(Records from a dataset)
================

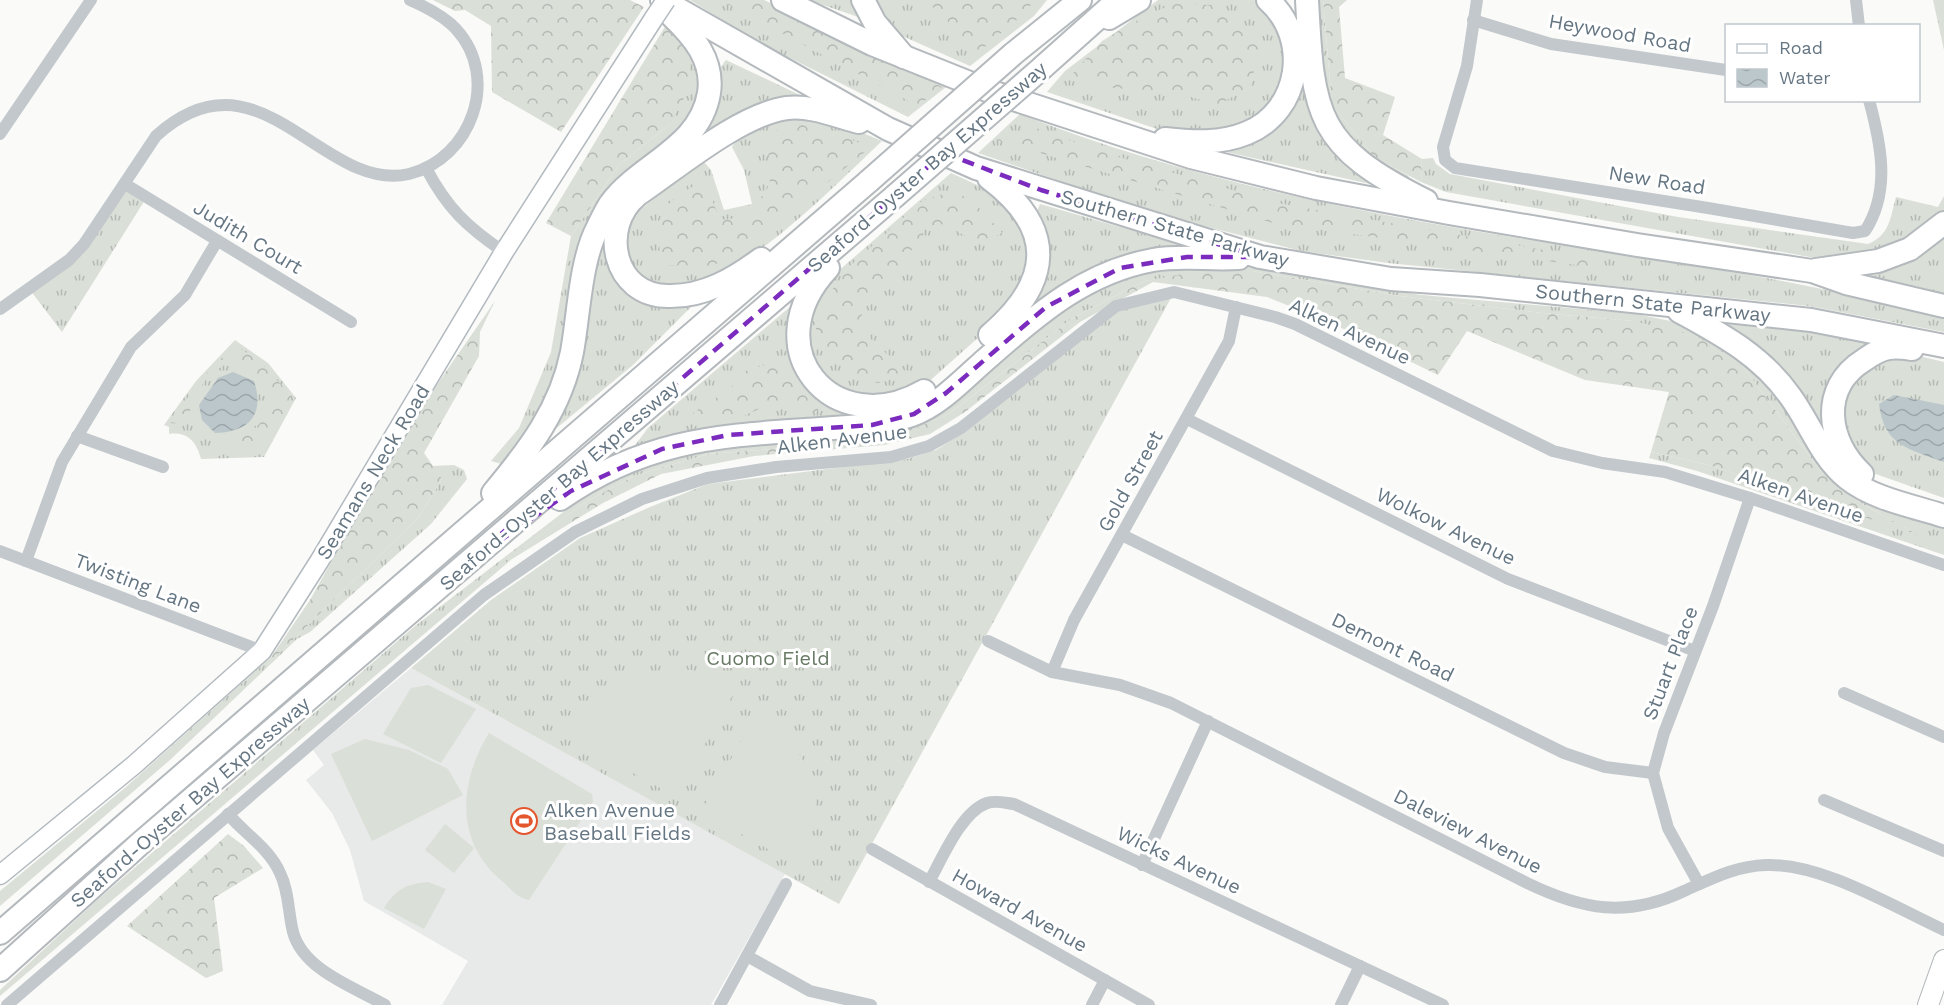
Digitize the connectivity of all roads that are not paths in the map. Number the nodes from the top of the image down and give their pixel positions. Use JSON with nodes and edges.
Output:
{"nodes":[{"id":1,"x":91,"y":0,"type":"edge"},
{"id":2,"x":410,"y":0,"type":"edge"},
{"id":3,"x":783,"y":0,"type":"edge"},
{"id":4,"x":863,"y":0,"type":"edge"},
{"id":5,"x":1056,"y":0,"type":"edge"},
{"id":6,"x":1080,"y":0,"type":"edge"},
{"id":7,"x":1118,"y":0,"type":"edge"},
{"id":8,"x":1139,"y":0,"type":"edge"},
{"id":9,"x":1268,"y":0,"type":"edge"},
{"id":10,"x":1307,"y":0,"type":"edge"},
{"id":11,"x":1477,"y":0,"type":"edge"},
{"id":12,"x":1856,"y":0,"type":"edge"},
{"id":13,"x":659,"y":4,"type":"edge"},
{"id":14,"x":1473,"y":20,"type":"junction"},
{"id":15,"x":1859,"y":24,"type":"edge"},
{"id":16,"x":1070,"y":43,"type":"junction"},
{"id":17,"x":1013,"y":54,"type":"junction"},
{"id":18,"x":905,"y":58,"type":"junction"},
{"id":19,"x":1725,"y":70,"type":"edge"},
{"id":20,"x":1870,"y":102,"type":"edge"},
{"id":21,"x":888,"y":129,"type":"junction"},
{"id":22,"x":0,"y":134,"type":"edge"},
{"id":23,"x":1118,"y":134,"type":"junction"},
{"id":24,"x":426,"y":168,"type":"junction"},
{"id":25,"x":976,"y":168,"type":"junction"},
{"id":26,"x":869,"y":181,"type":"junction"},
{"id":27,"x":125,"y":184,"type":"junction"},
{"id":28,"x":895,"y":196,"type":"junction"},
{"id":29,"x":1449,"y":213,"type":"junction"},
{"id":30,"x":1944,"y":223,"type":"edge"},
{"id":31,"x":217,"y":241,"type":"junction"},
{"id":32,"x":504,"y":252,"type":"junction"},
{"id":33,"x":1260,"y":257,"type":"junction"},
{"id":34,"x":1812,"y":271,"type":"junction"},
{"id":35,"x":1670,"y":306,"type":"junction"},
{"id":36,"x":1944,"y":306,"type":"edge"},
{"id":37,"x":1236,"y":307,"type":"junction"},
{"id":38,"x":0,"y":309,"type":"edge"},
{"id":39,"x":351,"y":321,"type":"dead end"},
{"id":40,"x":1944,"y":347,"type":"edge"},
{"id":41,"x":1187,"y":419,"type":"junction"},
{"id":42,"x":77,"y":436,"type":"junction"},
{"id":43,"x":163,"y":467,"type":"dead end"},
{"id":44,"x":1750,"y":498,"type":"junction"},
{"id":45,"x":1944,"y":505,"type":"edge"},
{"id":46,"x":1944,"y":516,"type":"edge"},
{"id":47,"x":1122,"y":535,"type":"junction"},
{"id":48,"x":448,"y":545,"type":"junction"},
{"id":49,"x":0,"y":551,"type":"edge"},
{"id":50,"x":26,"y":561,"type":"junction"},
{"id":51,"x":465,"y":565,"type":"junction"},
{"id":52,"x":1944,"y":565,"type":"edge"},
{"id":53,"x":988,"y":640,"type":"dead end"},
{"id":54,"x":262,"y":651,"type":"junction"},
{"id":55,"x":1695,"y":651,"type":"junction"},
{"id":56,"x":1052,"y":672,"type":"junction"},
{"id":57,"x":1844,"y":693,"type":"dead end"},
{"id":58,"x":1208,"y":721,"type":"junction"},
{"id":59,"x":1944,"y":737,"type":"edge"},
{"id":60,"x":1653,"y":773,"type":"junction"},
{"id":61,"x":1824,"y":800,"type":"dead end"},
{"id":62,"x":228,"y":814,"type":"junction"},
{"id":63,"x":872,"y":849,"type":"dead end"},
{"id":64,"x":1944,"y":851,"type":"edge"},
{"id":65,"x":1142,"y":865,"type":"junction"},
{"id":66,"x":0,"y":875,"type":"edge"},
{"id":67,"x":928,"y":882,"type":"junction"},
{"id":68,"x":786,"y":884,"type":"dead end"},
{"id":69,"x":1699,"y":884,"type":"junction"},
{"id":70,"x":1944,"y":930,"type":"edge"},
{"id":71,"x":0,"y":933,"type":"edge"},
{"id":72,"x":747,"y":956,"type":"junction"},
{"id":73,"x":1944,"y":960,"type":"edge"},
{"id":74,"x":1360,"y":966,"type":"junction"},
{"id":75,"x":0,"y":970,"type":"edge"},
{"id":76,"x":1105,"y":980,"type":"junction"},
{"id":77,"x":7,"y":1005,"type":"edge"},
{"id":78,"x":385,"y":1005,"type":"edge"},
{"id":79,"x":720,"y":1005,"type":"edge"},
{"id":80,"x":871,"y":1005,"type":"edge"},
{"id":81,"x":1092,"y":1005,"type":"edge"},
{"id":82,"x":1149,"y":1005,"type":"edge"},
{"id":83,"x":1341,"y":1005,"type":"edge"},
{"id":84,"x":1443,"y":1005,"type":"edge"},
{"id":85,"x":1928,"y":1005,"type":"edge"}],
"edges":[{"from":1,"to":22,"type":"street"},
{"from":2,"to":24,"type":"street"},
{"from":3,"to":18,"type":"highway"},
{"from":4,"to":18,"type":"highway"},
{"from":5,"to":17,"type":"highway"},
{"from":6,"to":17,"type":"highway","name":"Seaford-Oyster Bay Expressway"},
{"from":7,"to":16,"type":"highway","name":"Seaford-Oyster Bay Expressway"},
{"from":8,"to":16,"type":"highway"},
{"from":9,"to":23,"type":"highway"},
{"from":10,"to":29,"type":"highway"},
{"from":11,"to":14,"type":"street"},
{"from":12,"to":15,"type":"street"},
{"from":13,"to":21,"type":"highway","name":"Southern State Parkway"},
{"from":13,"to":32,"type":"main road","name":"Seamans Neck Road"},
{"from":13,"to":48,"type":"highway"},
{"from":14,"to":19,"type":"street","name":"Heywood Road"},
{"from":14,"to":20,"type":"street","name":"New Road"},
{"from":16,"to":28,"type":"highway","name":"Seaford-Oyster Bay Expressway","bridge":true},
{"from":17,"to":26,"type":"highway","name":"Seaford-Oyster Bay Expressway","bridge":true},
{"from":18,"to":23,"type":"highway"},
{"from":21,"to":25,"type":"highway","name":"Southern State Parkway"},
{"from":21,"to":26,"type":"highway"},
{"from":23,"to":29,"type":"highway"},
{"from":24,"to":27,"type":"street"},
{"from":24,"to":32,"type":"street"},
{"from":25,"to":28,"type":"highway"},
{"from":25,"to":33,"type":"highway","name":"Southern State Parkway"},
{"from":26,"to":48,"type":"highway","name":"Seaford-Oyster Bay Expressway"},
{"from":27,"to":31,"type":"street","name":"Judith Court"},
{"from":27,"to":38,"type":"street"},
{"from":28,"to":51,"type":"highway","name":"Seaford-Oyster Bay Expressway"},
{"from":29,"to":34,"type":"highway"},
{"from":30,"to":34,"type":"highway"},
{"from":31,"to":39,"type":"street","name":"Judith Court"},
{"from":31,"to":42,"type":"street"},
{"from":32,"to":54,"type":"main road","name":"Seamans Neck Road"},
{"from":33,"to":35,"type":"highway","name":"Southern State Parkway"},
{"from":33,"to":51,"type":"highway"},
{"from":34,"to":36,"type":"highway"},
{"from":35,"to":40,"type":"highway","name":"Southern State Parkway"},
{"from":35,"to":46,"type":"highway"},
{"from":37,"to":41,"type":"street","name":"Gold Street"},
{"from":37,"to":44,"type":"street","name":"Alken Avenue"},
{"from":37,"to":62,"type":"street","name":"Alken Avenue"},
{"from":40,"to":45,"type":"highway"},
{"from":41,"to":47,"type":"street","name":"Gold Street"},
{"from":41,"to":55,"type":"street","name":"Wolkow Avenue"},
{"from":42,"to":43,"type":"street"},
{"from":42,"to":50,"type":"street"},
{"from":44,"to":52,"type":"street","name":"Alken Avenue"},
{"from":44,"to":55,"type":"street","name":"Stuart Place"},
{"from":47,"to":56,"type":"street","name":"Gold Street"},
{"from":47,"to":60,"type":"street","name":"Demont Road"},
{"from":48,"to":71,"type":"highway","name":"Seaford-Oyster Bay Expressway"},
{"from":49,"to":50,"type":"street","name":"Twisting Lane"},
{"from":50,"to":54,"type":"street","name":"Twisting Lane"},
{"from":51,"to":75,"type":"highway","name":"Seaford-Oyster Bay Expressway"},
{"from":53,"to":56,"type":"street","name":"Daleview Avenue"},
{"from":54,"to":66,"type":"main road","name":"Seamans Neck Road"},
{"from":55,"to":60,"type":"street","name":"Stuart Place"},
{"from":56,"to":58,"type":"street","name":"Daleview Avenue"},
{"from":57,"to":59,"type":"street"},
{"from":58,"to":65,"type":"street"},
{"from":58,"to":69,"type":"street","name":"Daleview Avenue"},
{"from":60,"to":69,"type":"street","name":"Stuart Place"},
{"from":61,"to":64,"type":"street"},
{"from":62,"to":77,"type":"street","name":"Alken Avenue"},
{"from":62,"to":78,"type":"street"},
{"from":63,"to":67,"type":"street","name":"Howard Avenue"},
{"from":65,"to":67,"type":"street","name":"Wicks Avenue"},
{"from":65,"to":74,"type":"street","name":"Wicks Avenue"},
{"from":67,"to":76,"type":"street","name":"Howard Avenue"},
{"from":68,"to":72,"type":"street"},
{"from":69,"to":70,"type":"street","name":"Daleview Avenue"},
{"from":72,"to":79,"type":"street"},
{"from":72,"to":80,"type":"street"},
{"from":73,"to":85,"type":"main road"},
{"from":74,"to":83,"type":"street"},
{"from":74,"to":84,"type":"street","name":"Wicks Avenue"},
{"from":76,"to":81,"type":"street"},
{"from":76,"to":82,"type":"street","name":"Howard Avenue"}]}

================

:: Try it ::
The answer must be every line from the entries above that holds the string "dead".

:: Exercise solution ::
{"id":39,"x":351,"y":321,"type":"dead end"},
{"id":43,"x":163,"y":467,"type":"dead end"},
{"id":53,"x":988,"y":640,"type":"dead end"},
{"id":57,"x":1844,"y":693,"type":"dead end"},
{"id":61,"x":1824,"y":800,"type":"dead end"},
{"id":63,"x":872,"y":849,"type":"dead end"},
{"id":68,"x":786,"y":884,"type":"dead end"},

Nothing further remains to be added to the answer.